What is needed:
Could you retype the records word for word but without any pictures?

Data to process:

"""

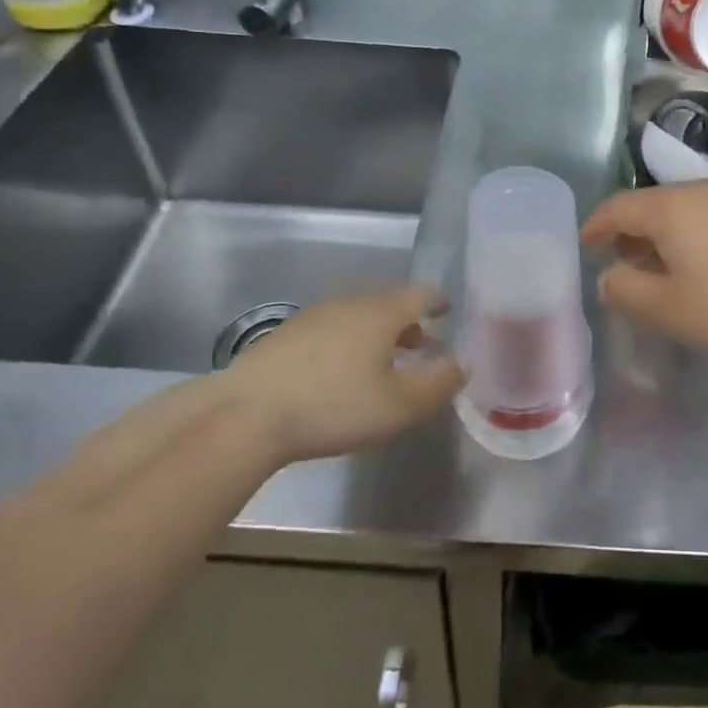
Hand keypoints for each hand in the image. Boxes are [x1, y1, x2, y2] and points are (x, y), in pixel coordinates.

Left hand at [220, 285, 463, 463]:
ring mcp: (314, 316)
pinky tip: (339, 374)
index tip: (449, 312)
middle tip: (422, 346)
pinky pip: (331, 331)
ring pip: (358, 318)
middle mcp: (351, 303)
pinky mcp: (285, 336)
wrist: (245, 415)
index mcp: (382, 312)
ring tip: (383, 364)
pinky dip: (347, 344)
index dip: (439, 301)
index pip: (422, 293)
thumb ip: (438, 384)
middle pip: (389, 304)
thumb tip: (463, 364)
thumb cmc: (334, 405)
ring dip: (377, 335)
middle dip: (409, 323)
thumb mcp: (399, 405)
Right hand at [581, 179, 707, 361]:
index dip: (598, 225)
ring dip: (663, 235)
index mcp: (670, 208)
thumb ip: (628, 292)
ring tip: (661, 267)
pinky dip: (692, 235)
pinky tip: (704, 264)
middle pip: (652, 204)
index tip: (586, 243)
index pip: (620, 207)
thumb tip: (610, 277)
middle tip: (621, 262)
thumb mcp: (670, 309)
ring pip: (684, 210)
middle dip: (631, 232)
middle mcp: (700, 191)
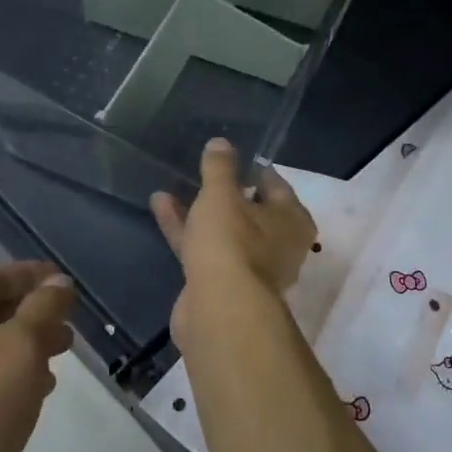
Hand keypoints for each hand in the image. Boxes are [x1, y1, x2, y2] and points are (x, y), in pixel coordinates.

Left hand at [0, 262, 76, 451]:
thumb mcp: (19, 349)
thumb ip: (42, 309)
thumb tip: (58, 283)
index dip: (31, 274)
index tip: (65, 281)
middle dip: (33, 308)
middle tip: (69, 320)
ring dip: (28, 341)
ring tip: (63, 353)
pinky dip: (15, 371)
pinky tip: (39, 388)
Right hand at [151, 138, 316, 337]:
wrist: (219, 309)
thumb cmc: (232, 242)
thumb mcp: (222, 195)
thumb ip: (220, 167)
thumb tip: (221, 142)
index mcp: (291, 220)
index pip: (275, 185)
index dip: (253, 169)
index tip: (230, 157)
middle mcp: (277, 245)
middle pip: (250, 211)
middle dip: (224, 192)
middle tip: (202, 171)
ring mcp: (249, 268)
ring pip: (223, 231)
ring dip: (199, 210)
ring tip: (172, 186)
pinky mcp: (221, 284)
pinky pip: (203, 248)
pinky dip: (185, 230)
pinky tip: (160, 206)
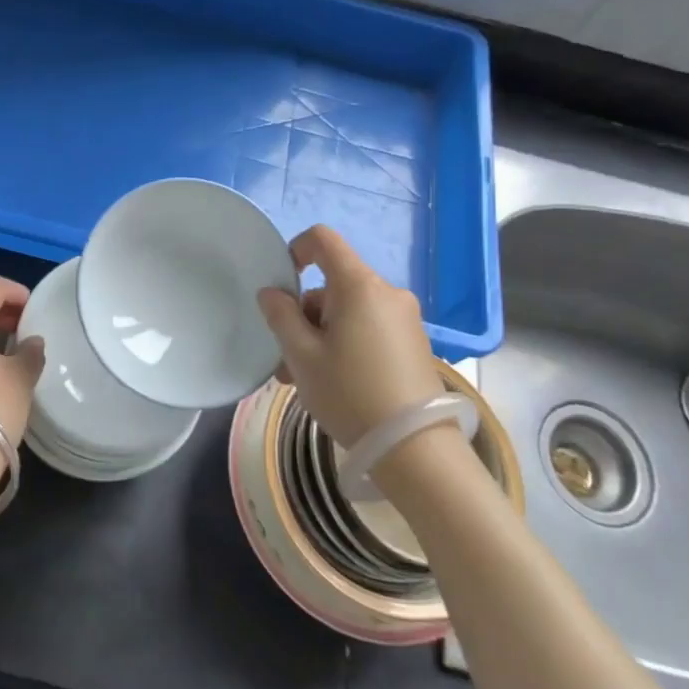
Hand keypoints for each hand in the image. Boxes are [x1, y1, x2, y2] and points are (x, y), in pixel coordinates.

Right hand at [256, 226, 444, 450]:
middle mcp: (386, 292)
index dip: (296, 250)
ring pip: (348, 310)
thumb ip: (281, 316)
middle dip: (304, 314)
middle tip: (286, 358)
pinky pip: (368, 327)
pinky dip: (345, 343)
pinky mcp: (413, 342)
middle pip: (333, 284)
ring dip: (321, 335)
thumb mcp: (301, 356)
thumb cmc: (350, 394)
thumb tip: (272, 293)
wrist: (416, 449)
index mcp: (358, 286)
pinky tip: (334, 382)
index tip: (282, 285)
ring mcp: (404, 318)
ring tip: (304, 380)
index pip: (323, 239)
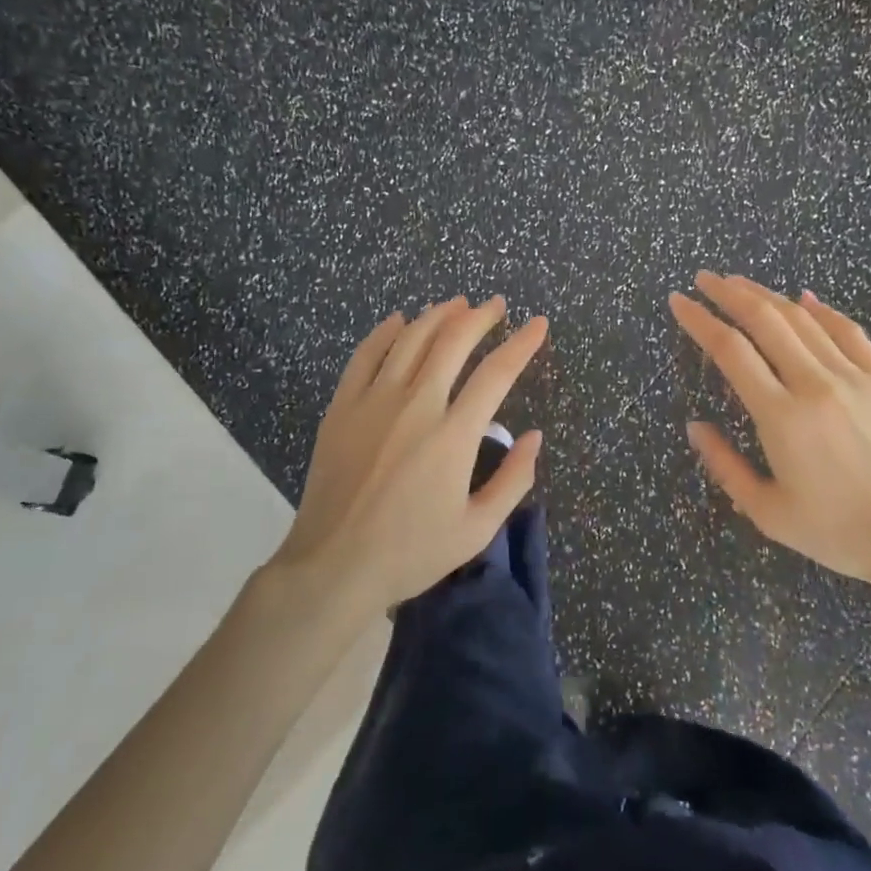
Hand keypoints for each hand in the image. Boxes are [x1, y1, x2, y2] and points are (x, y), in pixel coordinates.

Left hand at [273, 296, 547, 609]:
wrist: (333, 566)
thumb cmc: (410, 552)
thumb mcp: (477, 529)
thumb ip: (513, 480)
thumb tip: (534, 436)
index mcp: (453, 435)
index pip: (497, 374)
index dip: (522, 344)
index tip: (538, 324)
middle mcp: (416, 406)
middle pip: (453, 342)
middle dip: (480, 317)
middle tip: (495, 305)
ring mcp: (374, 402)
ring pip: (410, 339)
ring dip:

"""

Result for this task:
Hand keypoints for each hand in the image. Boxes are [x1, y1, x2, y2] and points are (x, y), in pixel coordinates.

Left hand at [220, 285, 463, 463]:
ring mcp: (314, 316)
pinky tip: (339, 374)
index tip: (449, 312)
middle tip: (422, 346)
pinky pip: (331, 331)
ring pip: (358, 318)
middle mcp: (351, 303)
pinky mcp: (285, 336)
wrist: (245, 415)
index mcp: (382, 312)
ring tip: (383, 364)
pinky dip: (347, 344)
index dip: (439, 301)
index pip: (422, 293)
thumb ip: (438, 384)
middle pip: (389, 304)
thumb tip: (463, 364)
thumb cmc: (334, 405)
ring dip: (377, 335)
middle dip: (409, 323)
thumb mcp: (399, 405)
Right hand at [581, 179, 707, 361]:
index dip: (598, 225)
ring dip: (663, 235)
index mcp: (670, 208)
thumb ip: (628, 292)
ring tip: (661, 267)
pinky dip: (692, 235)
pinky tip: (704, 264)
middle pip: (652, 204)
index tip: (586, 243)
index pip: (620, 207)
thumb tip: (610, 277)
middle tip: (621, 262)
thumb mcp: (670, 309)
ring pip: (684, 210)
middle dip: (631, 232)
middle mcp: (700, 191)
Hand keypoints for each hand in the image. Boxes are [x1, y1, x2, y2] and points are (x, y), in pixel coordinates.

Left hand at [0, 262, 76, 451]:
thumb mcp: (19, 349)
thumb ip: (42, 309)
thumb tip: (58, 283)
index dip: (31, 274)
index tip: (65, 281)
middle dip: (33, 308)
middle tip: (69, 320)
ring dip: (28, 341)
ring tip: (63, 353)
pinky dip: (15, 371)
pinky tip: (39, 388)
Right hand at [151, 138, 316, 337]:
wrist: (219, 309)
thumb cmc: (232, 242)
thumb mcp: (222, 195)
thumb ip: (220, 167)
thumb tip: (221, 142)
index mcp: (291, 220)
index pip: (275, 185)
index dip: (253, 169)
index tip: (230, 157)
middle mcp: (277, 245)
middle pip: (250, 211)
middle dip: (224, 192)
middle tip: (202, 171)
ring mcp: (249, 268)
ring pip: (223, 231)
ring dip: (199, 210)
ring tip: (172, 186)
pinky mcp: (221, 284)
pinky pip: (203, 248)
pinky dip: (185, 230)
pinky tip: (160, 206)
Hand keypoints for each hand in the image. Boxes are [x1, y1, x2, y2] and points are (x, y), in pixel coordinates.

Right hand at [256, 226, 444, 450]:
middle mcp: (386, 292)
index dip: (296, 250)
ring pip: (348, 310)
thumb ip: (281, 316)
middle dip: (304, 314)
middle tip: (286, 358)
pinky pip: (368, 327)
pinky dip: (345, 343)
pinky mcp: (413, 342)
middle pip: (333, 284)
ring dip: (321, 335)
thumb mcp: (301, 356)
thumb cmc: (350, 394)
thumb tip: (272, 293)
wrist: (416, 449)
index mcp: (358, 286)
pinky tip: (334, 382)
index tip: (282, 285)
ring mcp: (404, 318)
ring tip: (304, 380)
index pip: (323, 239)
Hand keypoints for each hand in the image. Boxes are [x1, y1, x2, y2] and points are (x, y), in pixel coordinates.

Left hand at [273, 296, 547, 609]:
wrist: (333, 566)
thumb cmc: (410, 552)
thumb mcp: (477, 529)
thumb ip: (513, 480)
thumb tip: (534, 436)
index mcp: (453, 435)
index pip: (497, 374)
index dip: (522, 344)
index tip: (538, 324)
middle mcp: (416, 406)
middle pip: (453, 342)
middle dip: (480, 317)
middle tip: (495, 305)
ring mcp: (374, 402)
ring pip: (410, 339)
ring dip:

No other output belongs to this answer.